BCDR

May 8, 2025
in Azure, BCDR, Cloud Architecture
4 min read

⚙️ Azure BCDR Review – Turning Inherited Cloud Infrastructure into a Resilient Recovery Strategy

When we inherited our Azure estate from a previous MSP, some of the key technical components were already in place — ASR was configured for a number of workloads, and backups had been partially implemented across the environment.

What we didn’t inherit was a documented or validated BCDR strategy.

There were no formal recovery plans defined in ASR, no clear failover sequences, and no evidence that a regional outage scenario had ever been modelled or tested. The building blocks were there — but there was no framework tying them together into a usable or supportable recovery posture.

This post shares how I approached the challenge of assessing and strengthening our Azure BCDR readiness. It's not about starting from scratch — it's about applying structure, logic, and realism to an environment that had the right intentions but lacked operational clarity.

Whether you're stepping into a similar setup or planning your first formal DR review, I hope this provides a practical and relatable blueprint.

🎯 Where We Started: Technical Foundations, Operational Gaps

We weren’t starting from zero — but we weren’t in a position to confidently recover the environment either.

What we found:

🟢 ASR replication was partially implemented
🟡 VM backups were present but inconsistent
❌ No Recovery Plans existed in ASR
❌ No test failovers had ever been performed
⚠️ No documented RTO/RPO targets
❓ DNS and Private Endpoints weren’t accounted for in DR
🔒 Networking had not been reviewed for failover scenarios
🚫 No capacity reservations had been made

This review was the first step in understanding whether our DR setup could work in practice — not just in theory.

🛡️ 1️⃣ Workload Protection: What’s Covered, What’s Not

Some workloads were actively replicated via ASR. Others were only backed up. Some had both, a few had neither. There was no documented logic to explain why.

Workload protection appeared to be driven by convenience or historical context — not by business impact or recovery priority.

What we needed was a structured tiering model:

🧠 Which workloads are mission-critical?
⏱️ Which ones can tolerate extended recovery times?
📊 What RTOs and RPOs are actually achievable?

This became the foundation for everything else.

🧩 2️⃣ The Missing Operational Layer

We had technical coverage — but no operational recovery strategy.

There were no Recovery Plans in ASR. No sequencing, no post-failover validation, and no scripts or automation.

In the absence of structure, recovery would be entirely manual — relying on individual knowledge, assumptions, and good luck during a critical event.

Codifying dependencies, failover order, and recovery steps became a priority.

DNS and authentication are easy to overlook — until they break.

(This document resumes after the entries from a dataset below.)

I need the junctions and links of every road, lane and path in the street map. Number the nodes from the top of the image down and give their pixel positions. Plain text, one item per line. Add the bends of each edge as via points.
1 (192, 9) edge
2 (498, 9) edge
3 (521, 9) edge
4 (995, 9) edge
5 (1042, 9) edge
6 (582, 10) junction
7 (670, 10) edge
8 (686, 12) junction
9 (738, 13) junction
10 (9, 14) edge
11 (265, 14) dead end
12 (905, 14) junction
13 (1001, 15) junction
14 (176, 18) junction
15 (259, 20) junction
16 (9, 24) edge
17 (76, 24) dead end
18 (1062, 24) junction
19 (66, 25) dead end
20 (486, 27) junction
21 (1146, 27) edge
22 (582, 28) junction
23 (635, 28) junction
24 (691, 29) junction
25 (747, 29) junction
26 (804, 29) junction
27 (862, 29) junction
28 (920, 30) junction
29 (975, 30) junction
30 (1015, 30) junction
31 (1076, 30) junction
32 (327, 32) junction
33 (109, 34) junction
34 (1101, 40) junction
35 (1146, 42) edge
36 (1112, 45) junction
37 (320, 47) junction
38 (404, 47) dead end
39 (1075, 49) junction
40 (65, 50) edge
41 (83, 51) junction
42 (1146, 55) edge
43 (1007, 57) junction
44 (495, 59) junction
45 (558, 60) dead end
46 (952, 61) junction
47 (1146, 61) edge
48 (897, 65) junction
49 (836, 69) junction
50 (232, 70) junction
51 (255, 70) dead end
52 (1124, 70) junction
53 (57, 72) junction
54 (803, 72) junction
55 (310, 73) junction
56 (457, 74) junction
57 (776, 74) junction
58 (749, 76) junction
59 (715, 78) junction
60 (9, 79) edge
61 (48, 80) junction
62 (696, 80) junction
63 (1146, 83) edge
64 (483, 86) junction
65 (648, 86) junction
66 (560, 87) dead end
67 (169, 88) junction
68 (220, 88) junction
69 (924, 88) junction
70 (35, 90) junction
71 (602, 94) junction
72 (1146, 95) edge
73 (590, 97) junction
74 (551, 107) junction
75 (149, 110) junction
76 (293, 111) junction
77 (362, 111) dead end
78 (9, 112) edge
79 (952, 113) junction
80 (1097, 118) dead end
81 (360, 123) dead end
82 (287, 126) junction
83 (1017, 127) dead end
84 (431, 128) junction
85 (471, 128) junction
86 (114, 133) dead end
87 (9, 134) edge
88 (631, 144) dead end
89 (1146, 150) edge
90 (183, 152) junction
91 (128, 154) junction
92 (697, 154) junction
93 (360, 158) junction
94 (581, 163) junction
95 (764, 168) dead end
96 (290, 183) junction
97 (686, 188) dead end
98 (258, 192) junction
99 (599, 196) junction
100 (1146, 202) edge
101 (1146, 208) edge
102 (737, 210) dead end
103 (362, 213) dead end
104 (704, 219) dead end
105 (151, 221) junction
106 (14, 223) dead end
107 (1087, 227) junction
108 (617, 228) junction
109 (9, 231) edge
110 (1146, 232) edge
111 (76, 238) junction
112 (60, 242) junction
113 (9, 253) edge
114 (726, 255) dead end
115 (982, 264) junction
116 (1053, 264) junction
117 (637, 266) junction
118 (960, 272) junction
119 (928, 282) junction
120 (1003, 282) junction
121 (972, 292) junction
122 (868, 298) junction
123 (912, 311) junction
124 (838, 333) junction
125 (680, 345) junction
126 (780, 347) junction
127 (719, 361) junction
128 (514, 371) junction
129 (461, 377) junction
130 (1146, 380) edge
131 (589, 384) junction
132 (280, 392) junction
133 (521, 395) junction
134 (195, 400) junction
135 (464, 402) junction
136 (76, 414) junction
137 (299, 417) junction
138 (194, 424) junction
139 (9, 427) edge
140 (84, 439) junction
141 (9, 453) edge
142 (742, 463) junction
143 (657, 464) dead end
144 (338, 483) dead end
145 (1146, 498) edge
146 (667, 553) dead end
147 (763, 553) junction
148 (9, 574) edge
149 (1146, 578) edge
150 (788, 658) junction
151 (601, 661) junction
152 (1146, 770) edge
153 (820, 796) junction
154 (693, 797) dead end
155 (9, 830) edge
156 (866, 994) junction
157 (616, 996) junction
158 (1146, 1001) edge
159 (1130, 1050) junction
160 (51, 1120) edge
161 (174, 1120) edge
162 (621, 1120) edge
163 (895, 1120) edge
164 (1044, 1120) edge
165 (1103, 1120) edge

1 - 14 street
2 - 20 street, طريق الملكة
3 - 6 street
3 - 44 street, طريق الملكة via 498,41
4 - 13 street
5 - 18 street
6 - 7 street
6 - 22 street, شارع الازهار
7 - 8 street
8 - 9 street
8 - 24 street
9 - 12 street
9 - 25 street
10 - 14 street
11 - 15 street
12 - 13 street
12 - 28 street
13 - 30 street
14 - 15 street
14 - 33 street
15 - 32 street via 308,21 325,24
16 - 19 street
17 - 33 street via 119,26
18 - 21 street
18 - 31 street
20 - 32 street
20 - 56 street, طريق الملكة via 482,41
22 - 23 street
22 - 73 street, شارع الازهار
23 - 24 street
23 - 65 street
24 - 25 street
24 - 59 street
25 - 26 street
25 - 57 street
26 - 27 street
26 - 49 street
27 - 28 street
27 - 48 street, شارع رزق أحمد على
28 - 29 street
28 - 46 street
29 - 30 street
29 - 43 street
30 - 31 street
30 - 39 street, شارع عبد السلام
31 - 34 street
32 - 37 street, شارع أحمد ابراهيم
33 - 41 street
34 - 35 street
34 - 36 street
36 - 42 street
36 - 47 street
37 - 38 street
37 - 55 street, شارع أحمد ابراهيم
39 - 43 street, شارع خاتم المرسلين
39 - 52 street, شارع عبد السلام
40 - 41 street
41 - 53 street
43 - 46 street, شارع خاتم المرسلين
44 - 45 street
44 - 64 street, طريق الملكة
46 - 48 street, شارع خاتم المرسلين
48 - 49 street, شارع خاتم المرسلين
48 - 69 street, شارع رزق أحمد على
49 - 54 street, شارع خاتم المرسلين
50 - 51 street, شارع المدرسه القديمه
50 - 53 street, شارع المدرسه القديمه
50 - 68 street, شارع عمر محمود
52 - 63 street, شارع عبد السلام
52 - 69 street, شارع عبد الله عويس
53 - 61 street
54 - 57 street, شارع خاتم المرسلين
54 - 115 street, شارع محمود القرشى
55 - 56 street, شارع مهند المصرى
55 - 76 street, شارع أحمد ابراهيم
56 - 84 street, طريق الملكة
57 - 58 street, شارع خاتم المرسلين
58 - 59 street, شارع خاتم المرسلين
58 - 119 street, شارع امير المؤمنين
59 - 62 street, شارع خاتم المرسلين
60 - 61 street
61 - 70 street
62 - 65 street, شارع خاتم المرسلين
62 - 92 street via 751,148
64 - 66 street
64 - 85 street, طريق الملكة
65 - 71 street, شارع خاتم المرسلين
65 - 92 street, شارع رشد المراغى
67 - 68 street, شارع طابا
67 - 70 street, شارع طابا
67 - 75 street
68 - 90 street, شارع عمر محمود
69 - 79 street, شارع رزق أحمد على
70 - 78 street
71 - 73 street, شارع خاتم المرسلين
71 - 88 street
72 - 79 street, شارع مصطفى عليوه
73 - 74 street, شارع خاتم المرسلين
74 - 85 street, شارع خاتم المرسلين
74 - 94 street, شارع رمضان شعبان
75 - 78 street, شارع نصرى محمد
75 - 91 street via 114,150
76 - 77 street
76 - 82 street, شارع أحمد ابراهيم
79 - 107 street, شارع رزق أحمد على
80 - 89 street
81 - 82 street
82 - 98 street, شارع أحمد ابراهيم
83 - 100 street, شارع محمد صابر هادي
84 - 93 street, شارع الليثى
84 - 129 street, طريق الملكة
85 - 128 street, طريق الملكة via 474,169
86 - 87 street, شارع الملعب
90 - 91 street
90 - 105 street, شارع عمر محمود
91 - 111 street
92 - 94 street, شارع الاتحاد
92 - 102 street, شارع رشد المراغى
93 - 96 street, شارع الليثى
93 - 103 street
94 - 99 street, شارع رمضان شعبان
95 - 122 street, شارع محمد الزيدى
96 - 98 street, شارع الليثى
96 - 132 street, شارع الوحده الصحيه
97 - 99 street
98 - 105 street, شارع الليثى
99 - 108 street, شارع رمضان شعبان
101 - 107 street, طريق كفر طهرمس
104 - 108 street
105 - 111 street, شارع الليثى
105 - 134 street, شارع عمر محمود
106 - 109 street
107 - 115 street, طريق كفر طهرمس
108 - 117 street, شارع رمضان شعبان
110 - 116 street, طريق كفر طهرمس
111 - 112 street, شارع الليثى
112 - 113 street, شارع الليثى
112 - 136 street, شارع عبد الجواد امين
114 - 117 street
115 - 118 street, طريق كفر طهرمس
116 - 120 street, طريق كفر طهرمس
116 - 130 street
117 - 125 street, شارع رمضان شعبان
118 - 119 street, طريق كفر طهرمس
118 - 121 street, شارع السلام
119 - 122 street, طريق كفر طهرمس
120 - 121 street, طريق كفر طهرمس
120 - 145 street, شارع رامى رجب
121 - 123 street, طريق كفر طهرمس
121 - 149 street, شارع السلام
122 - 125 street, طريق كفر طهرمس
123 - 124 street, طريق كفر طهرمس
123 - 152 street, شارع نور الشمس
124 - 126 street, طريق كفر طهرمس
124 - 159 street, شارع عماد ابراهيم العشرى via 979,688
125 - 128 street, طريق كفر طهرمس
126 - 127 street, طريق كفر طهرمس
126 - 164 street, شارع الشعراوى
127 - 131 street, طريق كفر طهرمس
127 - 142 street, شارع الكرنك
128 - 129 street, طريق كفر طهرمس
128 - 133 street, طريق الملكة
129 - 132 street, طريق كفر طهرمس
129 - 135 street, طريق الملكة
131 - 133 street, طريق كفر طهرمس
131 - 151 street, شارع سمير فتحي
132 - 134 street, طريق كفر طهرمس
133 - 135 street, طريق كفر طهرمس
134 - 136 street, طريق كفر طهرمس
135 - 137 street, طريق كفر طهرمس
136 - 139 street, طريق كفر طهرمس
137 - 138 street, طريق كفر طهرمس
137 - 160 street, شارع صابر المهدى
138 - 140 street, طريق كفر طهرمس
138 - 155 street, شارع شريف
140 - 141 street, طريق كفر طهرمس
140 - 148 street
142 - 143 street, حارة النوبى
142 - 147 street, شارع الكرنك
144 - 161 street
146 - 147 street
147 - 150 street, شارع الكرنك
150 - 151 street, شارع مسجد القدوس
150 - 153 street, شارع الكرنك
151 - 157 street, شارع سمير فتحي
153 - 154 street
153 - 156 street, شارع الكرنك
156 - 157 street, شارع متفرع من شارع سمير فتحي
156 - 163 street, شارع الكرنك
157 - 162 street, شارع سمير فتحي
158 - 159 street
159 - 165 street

Our name resolution relied on internal DNS via AD-integrated zones, with no failover logic for internal record switching. No private DNS zones were in place.

Private Endpoints were widely used, but all existed in the primary region. In a DR scenario, they would become unreachable.

Identity was regionally redundant, but untested and not AZ-aware.

We needed to promote DNS, identity, and PE routing to first-class DR concerns.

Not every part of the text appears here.